Required to find : -
- Distance travelled by the aeroplane on the runway ?
Equations used : -
1) v = u + at
2) v² - u² = 2as
Here,
- v = Final velocity
- u = Initial velocity
- a = acceleration
- s = displacement
- t = time taken
Solution : -
An aeroplane had accelerated down a runway at 3.2 m/s² for 40 seconds untill it finally lifts off from the ground .
We need to find the distance travelled by the aeroplane on the runway ?
From the given information we can conclude that ;
Initial velocity of the plane ( u ) = 0 m/s
( Because, the planes will be at rest before starting )
Acceleration of the plane ( a ) = 3.2 m/s²
Time taken by the plane ( t ) = 40 seconds
Now,
Let's find the final velocity
Using the equation of motion ;
i.e. v = u + at
v = 0 m/s + 3.2 m/s² x 40 s
v = 0 m/s + 3.2 m/s² x 10 x 4 s
v = 0 m/s + 32 m/s² x 4 s
v = 0 m/s + 128 m/s²/s
v = 0 m/s + 128 m/s
v = 128 m/s
Hence,
Final velocity of the plane ( v ) = 128 m/s
Now,
Let's find the distance travelled by the plane .

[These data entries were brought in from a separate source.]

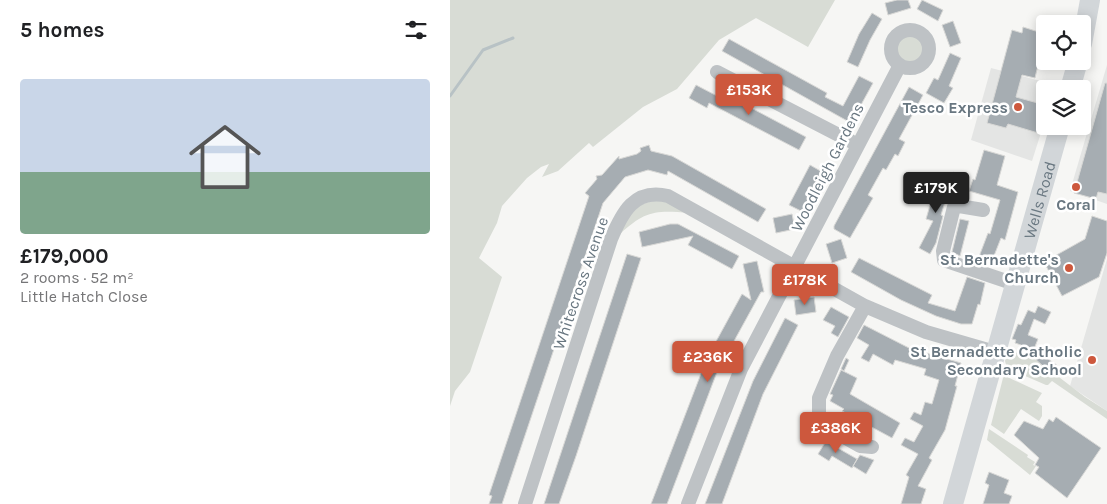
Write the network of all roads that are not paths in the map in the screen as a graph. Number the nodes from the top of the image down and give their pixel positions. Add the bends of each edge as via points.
1 (1090, 0) edge
2 (1087, 15) edge
3 (900, 65) dead end
4 (717, 72) dead end
5 (1057, 135) edge
6 (858, 145) junction
7 (983, 210) dead end
8 (796, 266) junction
9 (1015, 284) junction
10 (865, 306) junction
11 (995, 352) junction
12 (872, 447) dead end
13 (525, 504) edge
14 (688, 504) edge
15 (953, 504) edge

1 - 2 highway
3 - 6 street, Woodleigh Gardens
4 - 6 street
5 - 9 highway, Wells Road
6 - 8 street, Woodleigh Gardens
7 - 9 street via 954,207 943,251 944,260
8 - 10 street, Whitecross Avenue
8 - 13 street, Whitecross Avenue via 668,196 657,193 642,197 624,210 611,239
8 - 14 street, Woodleigh Gardens via 741,369
9 - 11 highway, Wells Road
10 - 11 street, Whitecross Avenue via 926,332
10 - 12 street via 837,356 819,398 819,423 860,446
11 - 15 highway, Wells Road

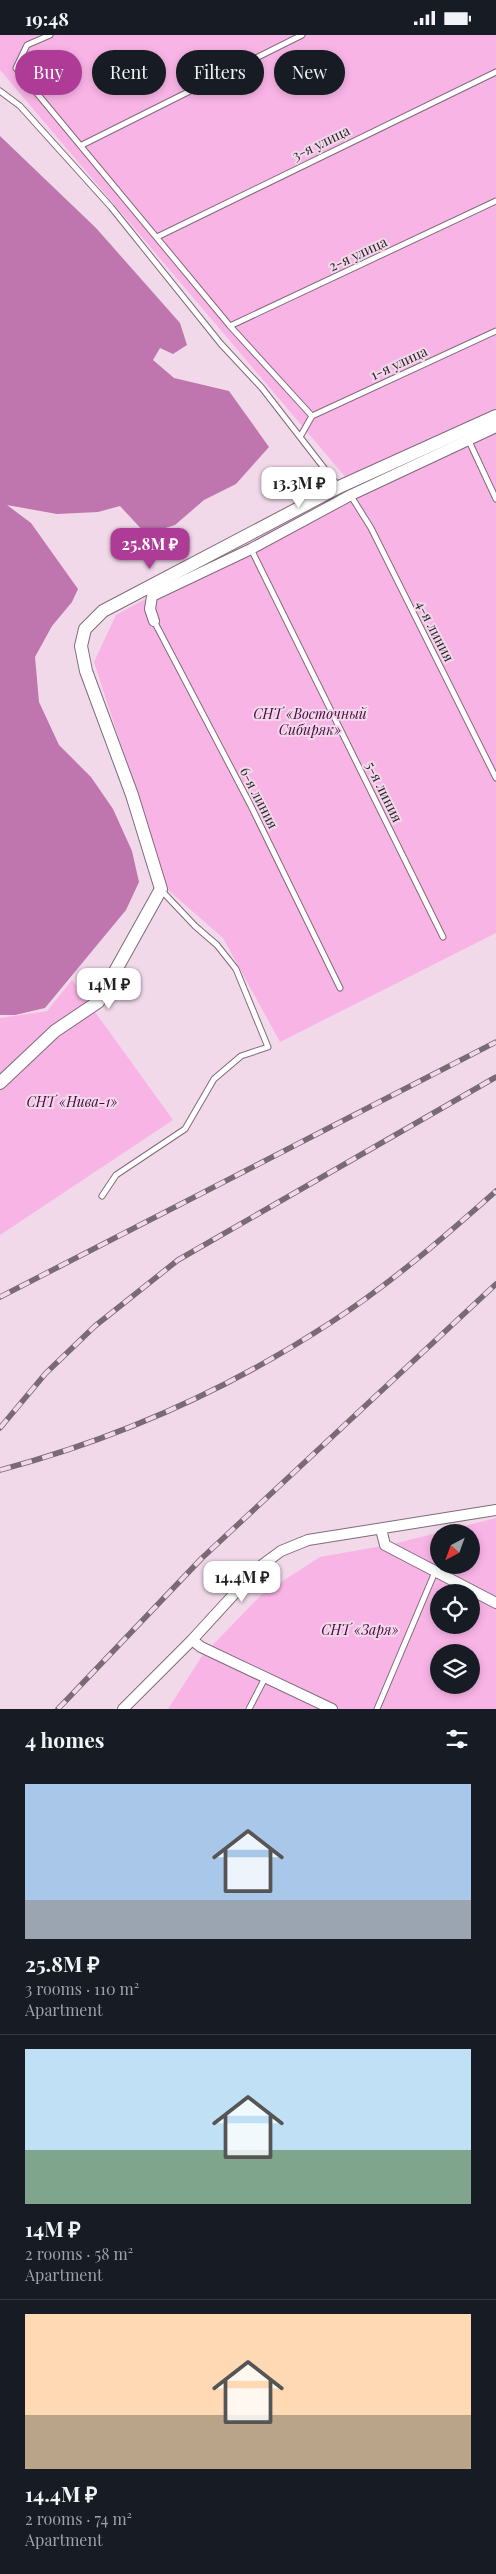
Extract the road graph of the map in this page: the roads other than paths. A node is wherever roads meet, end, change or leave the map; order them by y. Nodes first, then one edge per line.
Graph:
1 (50, 35) edge
2 (302, 35) edge
3 (496, 71) edge
4 (0, 91) edge
5 (82, 145) junction
6 (496, 201) edge
7 (157, 237) junction
8 (230, 326) junction
9 (496, 331) edge
10 (312, 416) junction
11 (496, 416) edge
12 (496, 427) edge
13 (300, 437) junction
14 (467, 439) junction
15 (339, 487) junction
16 (351, 495) junction
17 (496, 499) edge
18 (251, 549) junction
19 (154, 621) joint
20 (496, 778) edge
21 (161, 889) junction
22 (443, 937) dead end
23 (340, 988) dead end
24 (0, 1083) edge
25 (102, 1197) dead end
26 (496, 1510) edge
27 (380, 1529) junction
28 (430, 1569) edge
29 (434, 1574) edge
30 (439, 1574) edge
31 (496, 1603) edge
32 (192, 1640) junction
33 (265, 1677) junction
34 (123, 1709) edge
35 (249, 1709) edge
36 (332, 1709) edge
37 (377, 1709) edge

1 - 5 lane
2 - 5 lane
3 - 7 lane, 3-я улица
4 - 13 lane
5 - 7 lane
6 - 8 lane, 2-я улица
7 - 8 lane
8 - 10 lane
9 - 10 lane, 1-я улица
10 - 13 lane
11 - 15 street
12 - 14 street
13 - 15 lane
14 - 16 street
14 - 17 lane
15 - 21 street
16 - 18 street
16 - 20 lane, 4-я линия
18 - 19 street
18 - 22 lane, 5-я линия
19 - 23 lane, 6-я линия
21 - 24 street
21 - 25 lane
26 - 27 street
27 - 28 street
27 - 32 street
29 - 37 lane
30 - 31 street
32 - 33 street
32 - 34 street
33 - 35 lane
33 - 36 street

Using the Equation of motion !
i.e. v² - u² = 2as
( 128 )² - ( 0 )² = 2 x 3.2 x s
16,384 - 0 = 6.4 x s
16,384 = 6.4s
6.4s = 16384
s = 16384/6.4
s = 2,560 meters
Hence,
Displacement of the plane = 2,560 meters
Therefore,
Distance travelled by the aeroplane on the runway is 2,560 meters
- : Additional Information : -
1st law of motion ;
In this universe , everybody continues to be in the state of rest or motion untill or unless some external force is applied on it .
2nd law of motion ;
The rate of change of momentum is directly proportional to the unbalanced force in the direction of force
3rd law of motion ;
For every action there is an equivalent opposite reaction .
Given; acceleration is 3.20 m/s², time is 40 sec and initial velocity is 0 m/s.
To find: distance traveled by the aeroplane on ranway.
Using the first equation of motion,
v = u + at
Substitute the values,
v = 0 + 3.20(40)
v = 0 + 128
v = 128
Now, using the second equation of motion,
s = ut + 1/2 at²
Substitute the values,
s = 0(40) + 1/2 × 3.20 × (40)²
s = 0 + 1.6 × 1600
s = 0 + 2560
s = 2560
Hence, the distance covered by the aeroplane on rranway is 2560 m.